ASSIGNED TASK: Give back an exact copy of the entries beneath, minus the pictures.

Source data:
━━━━━━━━

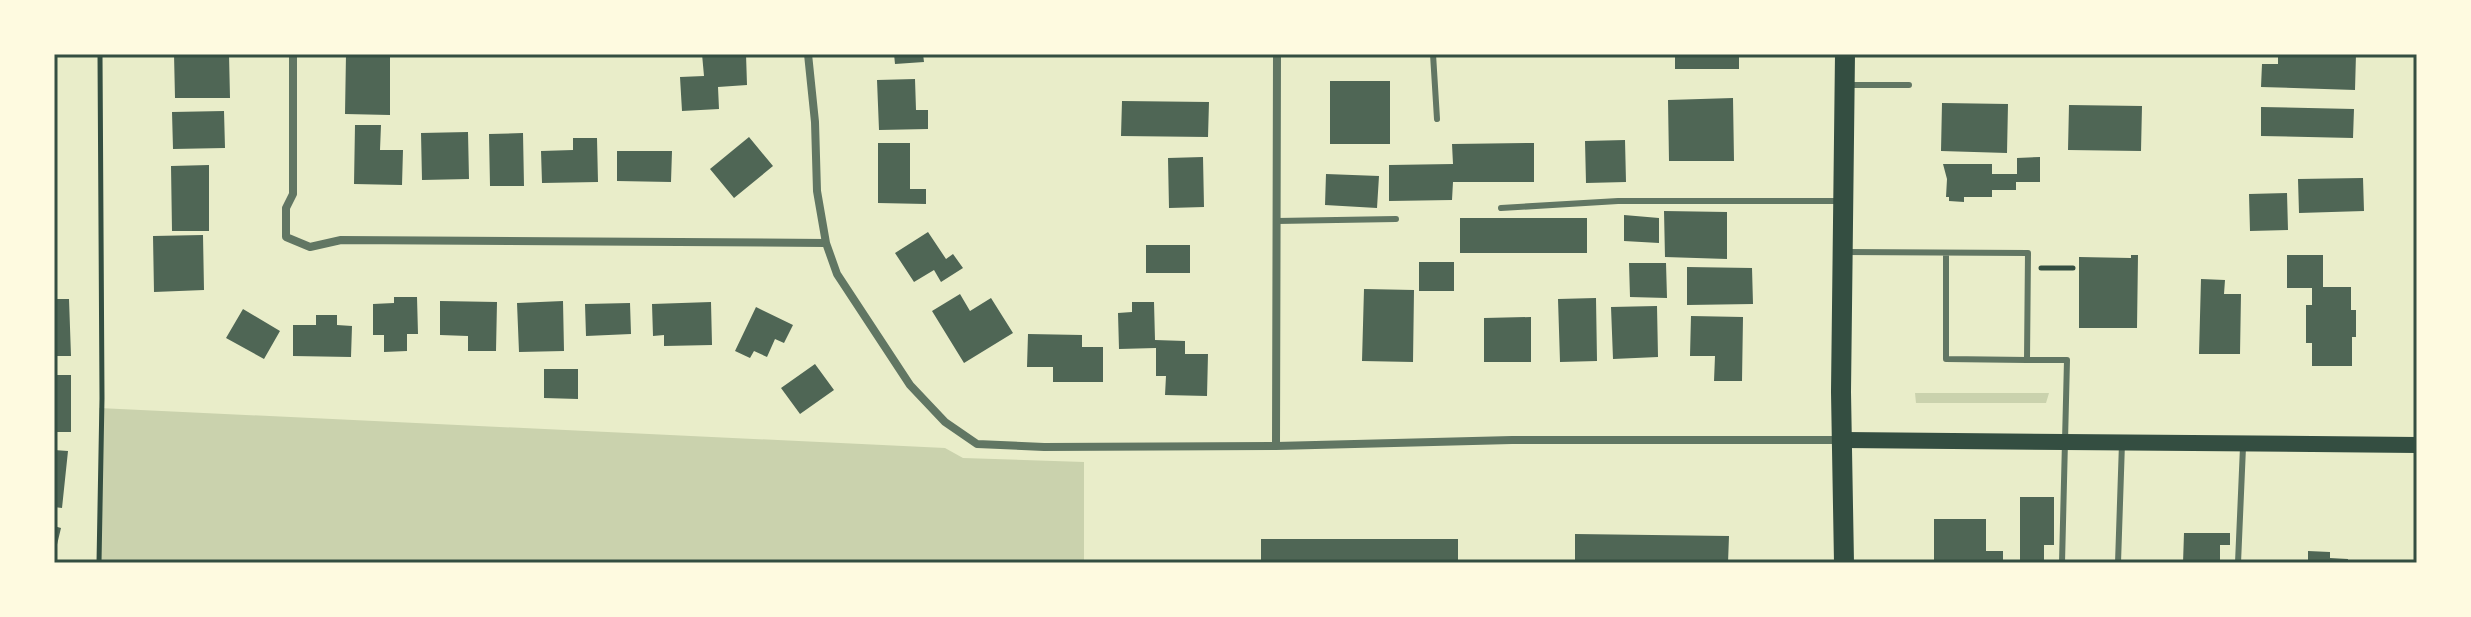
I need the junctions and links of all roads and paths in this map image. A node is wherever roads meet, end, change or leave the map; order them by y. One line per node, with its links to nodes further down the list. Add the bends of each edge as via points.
1 (100, 54): 26 (path)
2 (293, 54): 14 (street, via 293,194 286,208 286,237 310,247 341,240)
3 (808, 54): 14 (street, via 817,191)
4 (1277, 54): 13 (street)
5 (1433, 54): 9 (lane)
6 (1845, 54): 7 (main road)
7 (1845, 85): 8 (lane); 10 (main road)
8 (1909, 85)
9 (1437, 119)
10 (1842, 201): 11 (lane, via 1618,201); 15 (main road)
11 (1501, 208)
12 (1396, 219): 13 (lane)
13 (1277, 221): 25 (street)
14 (826, 243): 25 (street, via 847,292 910,385 945,422 977,444)
15 (1842, 252): 16 (lane); 20 (main road)
16 (1946, 253): 17 (lane, via 2028,253); 19 (lane, via 1946,359)
17 (2028, 268): 18 (path); 19 (lane)
18 (2073, 268)
19 (2027, 360): 21 (lane, via 2067,360)
20 (1844, 440): 21 (main road); 25 (street, via 1527,439); 27 (main road)
21 (2065, 443): 22 (main road); 28 (lane)
22 (2122, 443): 23 (main road); 29 (lane)
23 (2243, 444): 24 (main road); 30 (lane)
24 (2417, 445)
25 (1276, 446)
26 (99, 563)
27 (1844, 563)
28 (2062, 563)
29 (2118, 563)
30 (2238, 563)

━━━━━━━━

TASK SOLUTION:
I need the junctions and links of all roads and paths in this map image. A node is wherever roads meet, end, change or leave the map; order them by y. One line per node, with its links to nodes further down the list. Add the bends of each edge as via points.
1 (100, 54): 26 (path)
2 (293, 54): 14 (street, via 293,194 286,208 286,237 310,247 341,240)
3 (808, 54): 14 (street, via 817,191)
4 (1277, 54): 13 (street)
5 (1433, 54): 9 (lane)
6 (1845, 54): 7 (main road)
7 (1845, 85): 8 (lane); 10 (main road)
8 (1909, 85)
9 (1437, 119)
10 (1842, 201): 11 (lane, via 1618,201); 15 (main road)
11 (1501, 208)
12 (1396, 219): 13 (lane)
13 (1277, 221): 25 (street)
14 (826, 243): 25 (street, via 847,292 910,385 945,422 977,444)
15 (1842, 252): 16 (lane); 20 (main road)
16 (1946, 253): 17 (lane, via 2028,253); 19 (lane, via 1946,359)
17 (2028, 268): 18 (path); 19 (lane)
18 (2073, 268)
19 (2027, 360): 21 (lane, via 2067,360)
20 (1844, 440): 21 (main road); 25 (street, via 1527,439); 27 (main road)
21 (2065, 443): 22 (main road); 28 (lane)
22 (2122, 443): 23 (main road); 29 (lane)
23 (2243, 444): 24 (main road); 30 (lane)
24 (2417, 445)
25 (1276, 446)
26 (99, 563)
27 (1844, 563)
28 (2062, 563)
29 (2118, 563)
30 (2238, 563)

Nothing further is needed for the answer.